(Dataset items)
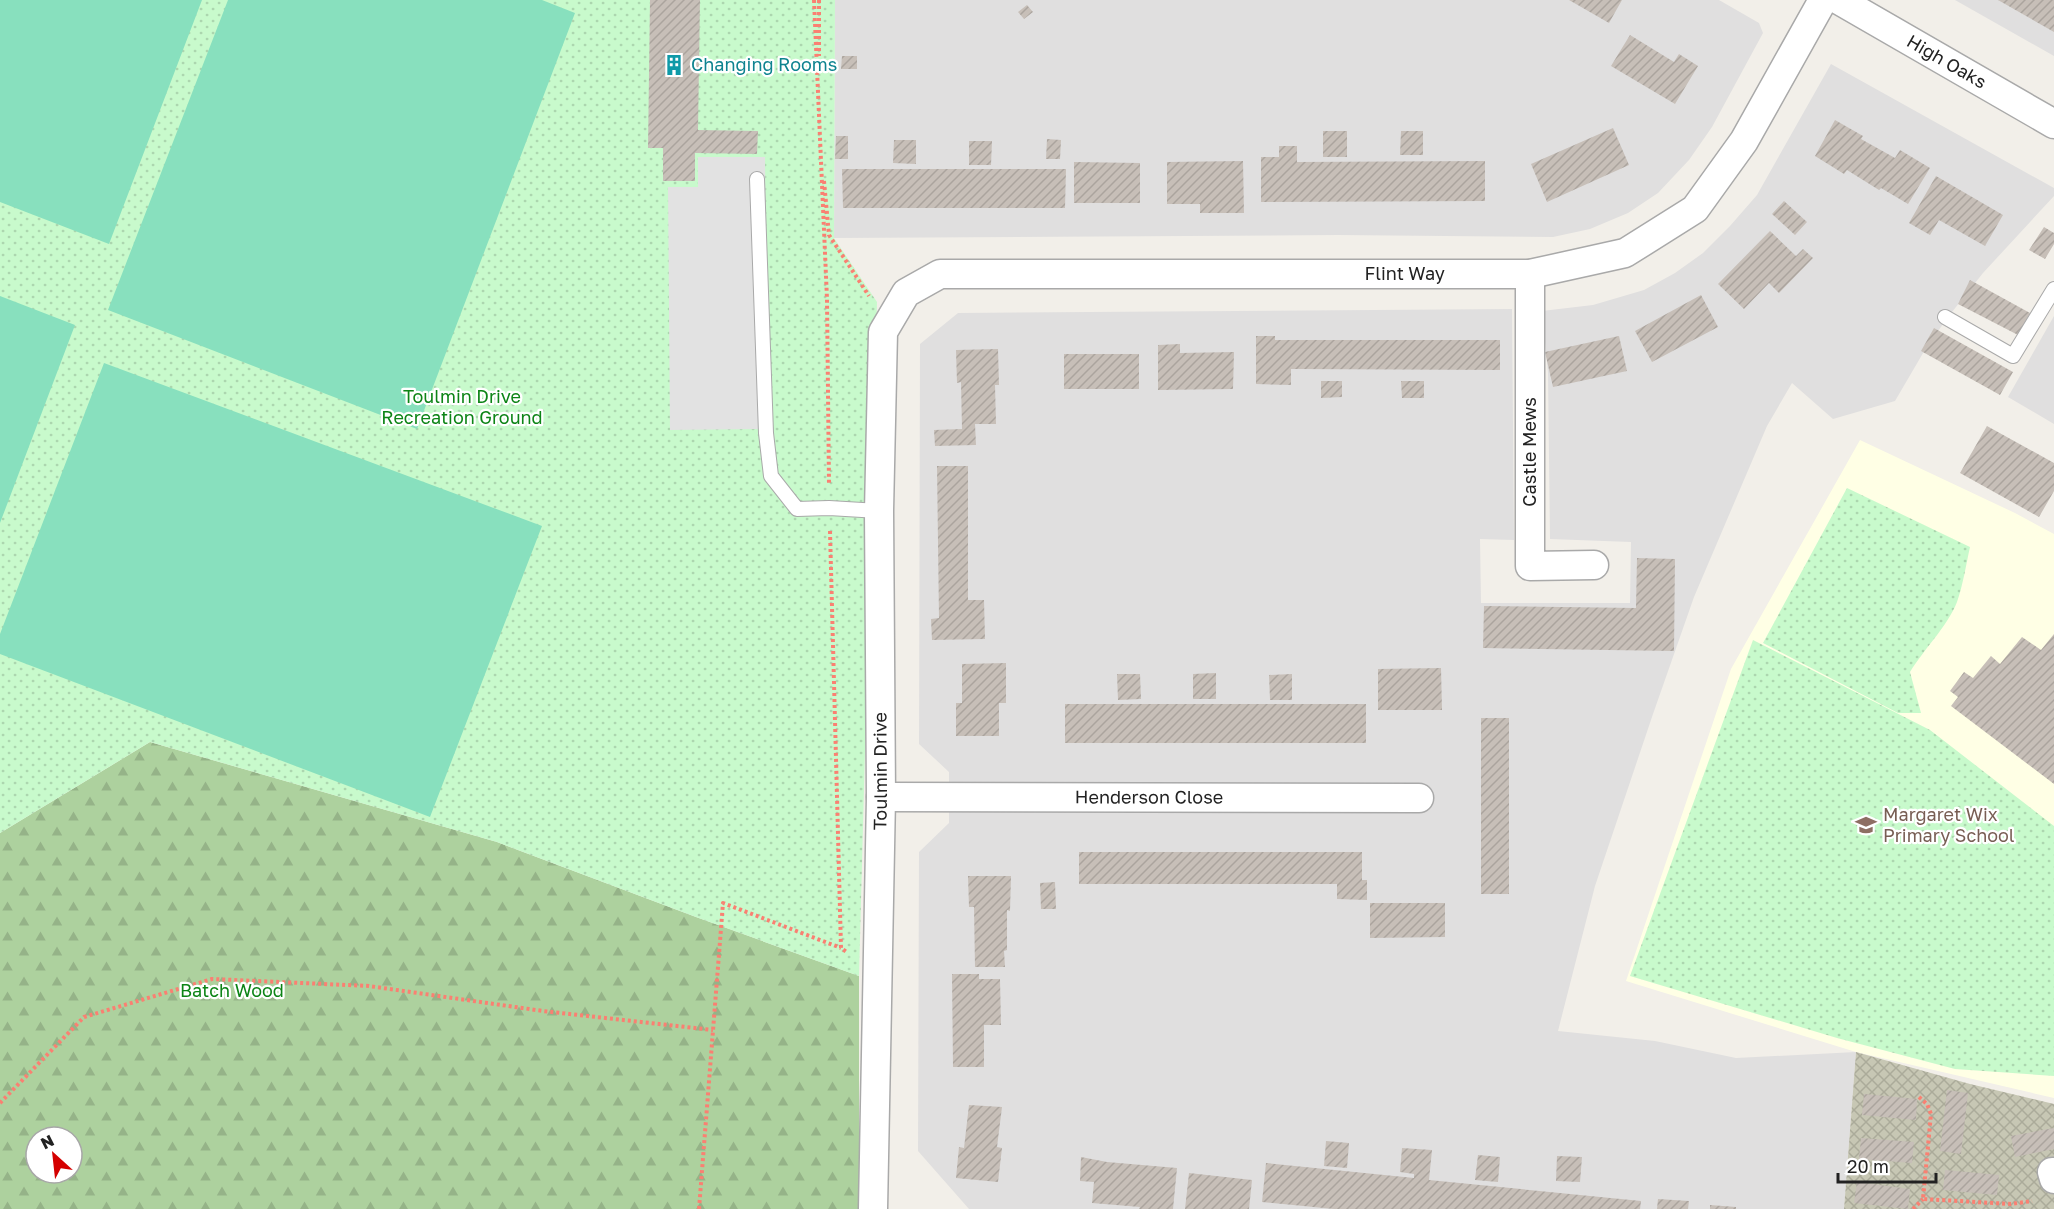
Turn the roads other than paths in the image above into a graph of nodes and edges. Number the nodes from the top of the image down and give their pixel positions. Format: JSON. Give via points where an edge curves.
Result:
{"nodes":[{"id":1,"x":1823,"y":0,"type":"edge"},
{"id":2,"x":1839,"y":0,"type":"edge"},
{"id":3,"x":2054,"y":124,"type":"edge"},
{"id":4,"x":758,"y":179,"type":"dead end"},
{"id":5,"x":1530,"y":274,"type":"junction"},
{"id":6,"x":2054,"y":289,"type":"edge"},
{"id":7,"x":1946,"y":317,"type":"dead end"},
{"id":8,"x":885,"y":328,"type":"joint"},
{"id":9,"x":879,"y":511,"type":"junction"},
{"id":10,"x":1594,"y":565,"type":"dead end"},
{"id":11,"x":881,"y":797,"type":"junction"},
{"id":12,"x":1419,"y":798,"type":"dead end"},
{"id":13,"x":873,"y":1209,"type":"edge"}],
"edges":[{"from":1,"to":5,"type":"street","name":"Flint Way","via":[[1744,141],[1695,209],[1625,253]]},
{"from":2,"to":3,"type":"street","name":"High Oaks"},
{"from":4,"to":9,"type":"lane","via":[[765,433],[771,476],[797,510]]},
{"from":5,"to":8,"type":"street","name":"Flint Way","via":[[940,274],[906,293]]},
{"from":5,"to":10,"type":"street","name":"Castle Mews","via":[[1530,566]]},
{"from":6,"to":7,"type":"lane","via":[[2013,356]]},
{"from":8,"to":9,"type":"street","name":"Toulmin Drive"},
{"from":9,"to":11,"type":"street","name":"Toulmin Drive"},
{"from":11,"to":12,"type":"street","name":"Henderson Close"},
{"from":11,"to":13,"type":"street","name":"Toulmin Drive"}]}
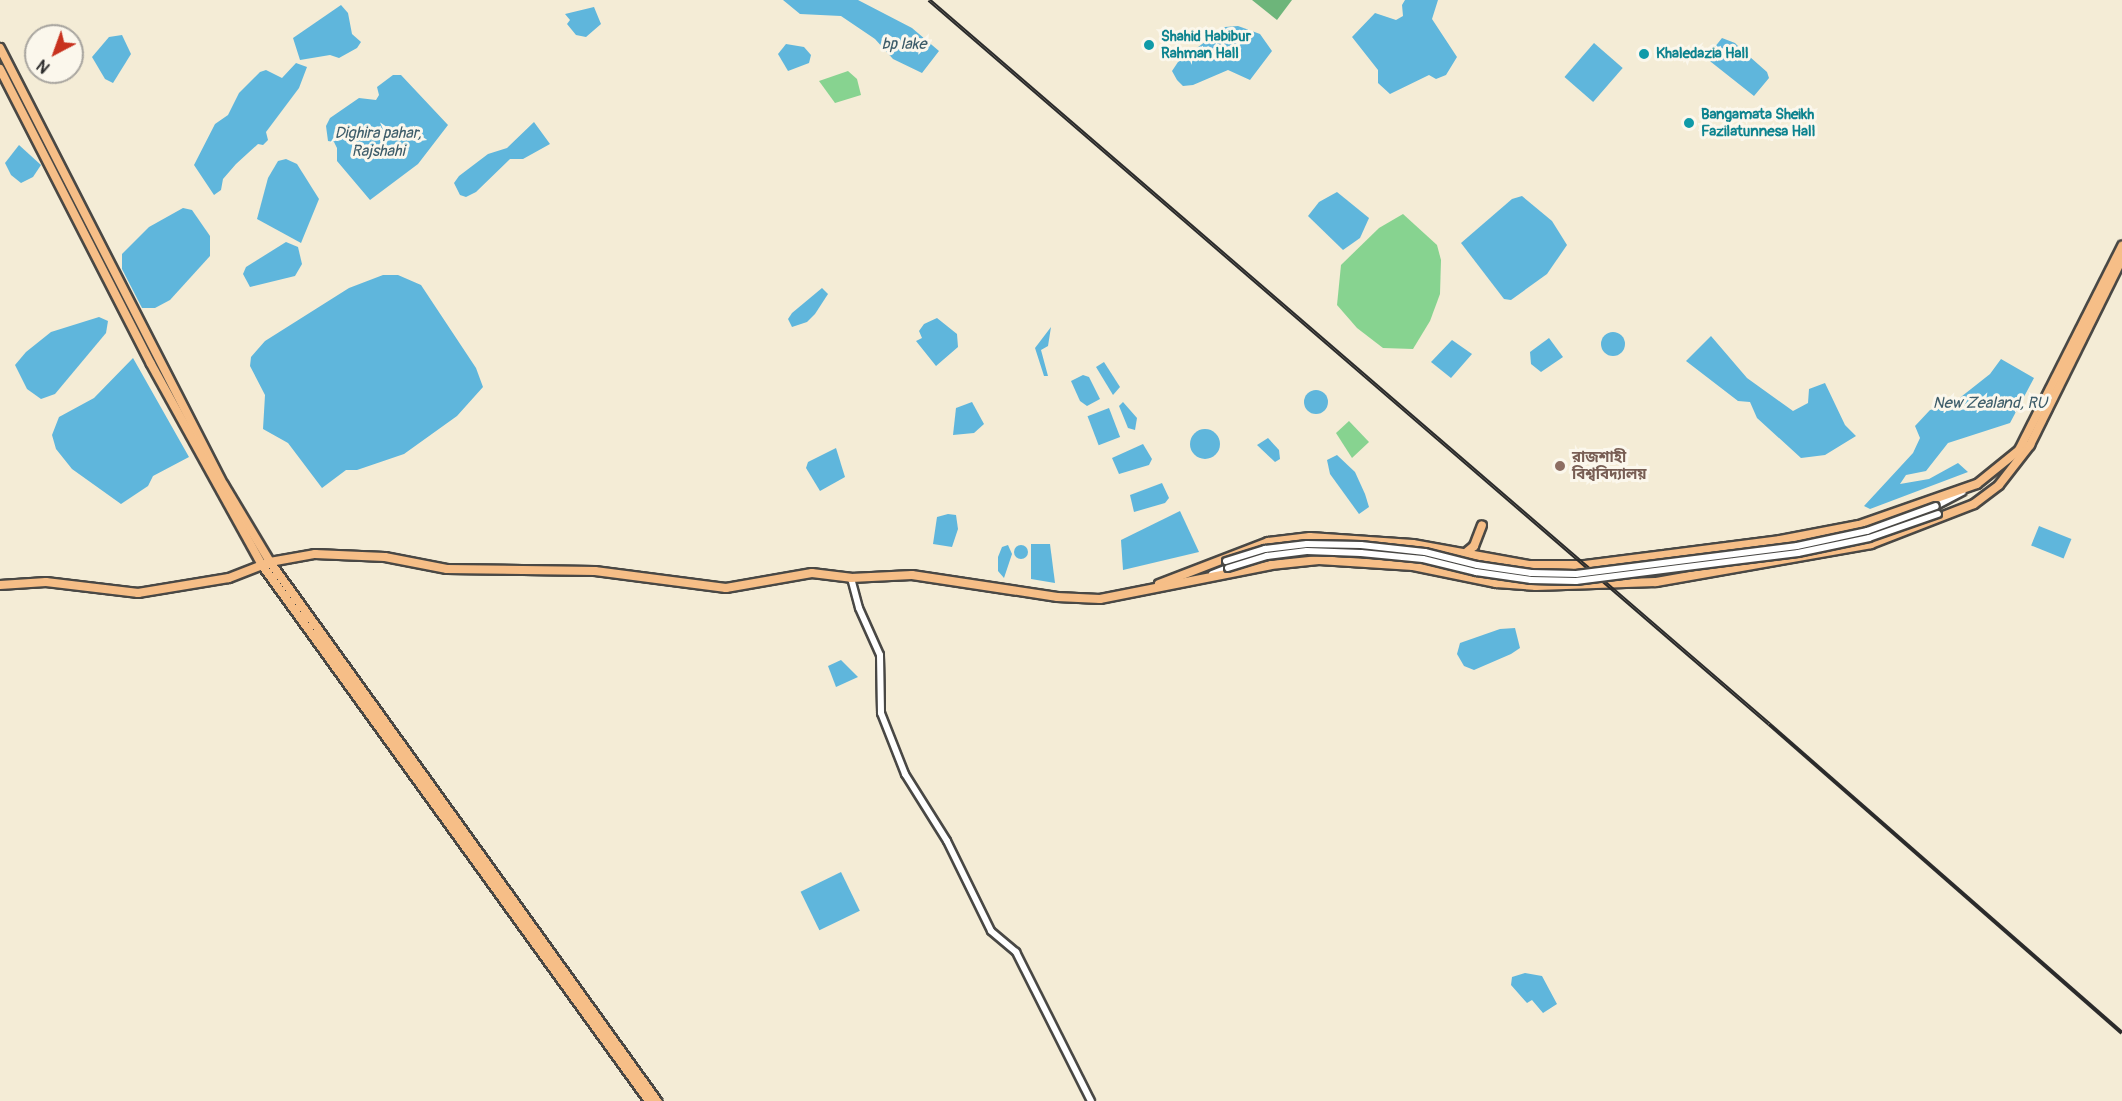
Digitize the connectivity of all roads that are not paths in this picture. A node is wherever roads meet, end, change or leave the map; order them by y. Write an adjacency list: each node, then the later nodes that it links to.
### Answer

* What you are asked to do *
Print every entry above again, exactly as written. Leave the images out.

* Output of the task *
Turn the roads other than paths in the image above into a graph of nodes and edges. Number the nodes from the top of the image down and give their pixel positions. Format: JSON. Give via points where an edge curves.
Result:
{"nodes":[{"id":1,"x":1823,"y":0,"type":"edge"},
{"id":2,"x":1839,"y":0,"type":"edge"},
{"id":3,"x":2054,"y":124,"type":"edge"},
{"id":4,"x":758,"y":179,"type":"dead end"},
{"id":5,"x":1530,"y":274,"type":"junction"},
{"id":6,"x":2054,"y":289,"type":"edge"},
{"id":7,"x":1946,"y":317,"type":"dead end"},
{"id":8,"x":885,"y":328,"type":"joint"},
{"id":9,"x":879,"y":511,"type":"junction"},
{"id":10,"x":1594,"y":565,"type":"dead end"},
{"id":11,"x":881,"y":797,"type":"junction"},
{"id":12,"x":1419,"y":798,"type":"dead end"},
{"id":13,"x":873,"y":1209,"type":"edge"}],
"edges":[{"from":1,"to":5,"type":"street","name":"Flint Way","via":[[1744,141],[1695,209],[1625,253]]},
{"from":2,"to":3,"type":"street","name":"High Oaks"},
{"from":4,"to":9,"type":"lane","via":[[765,433],[771,476],[797,510]]},
{"from":5,"to":8,"type":"street","name":"Flint Way","via":[[940,274],[906,293]]},
{"from":5,"to":10,"type":"street","name":"Castle Mews","via":[[1530,566]]},
{"from":6,"to":7,"type":"lane","via":[[2013,356]]},
{"from":8,"to":9,"type":"street","name":"Toulmin Drive"},
{"from":9,"to":11,"type":"street","name":"Toulmin Drive"},
{"from":11,"to":12,"type":"street","name":"Henderson Close"},
{"from":11,"to":13,"type":"street","name":"Toulmin Drive"}]}
Digitize the connectivity of all roads that are not paths in this picture. A node is wherever roads meet, end, change or leave the map; order them by y. Write an adjacency list: each node, then the later nodes that it links to.
### Answer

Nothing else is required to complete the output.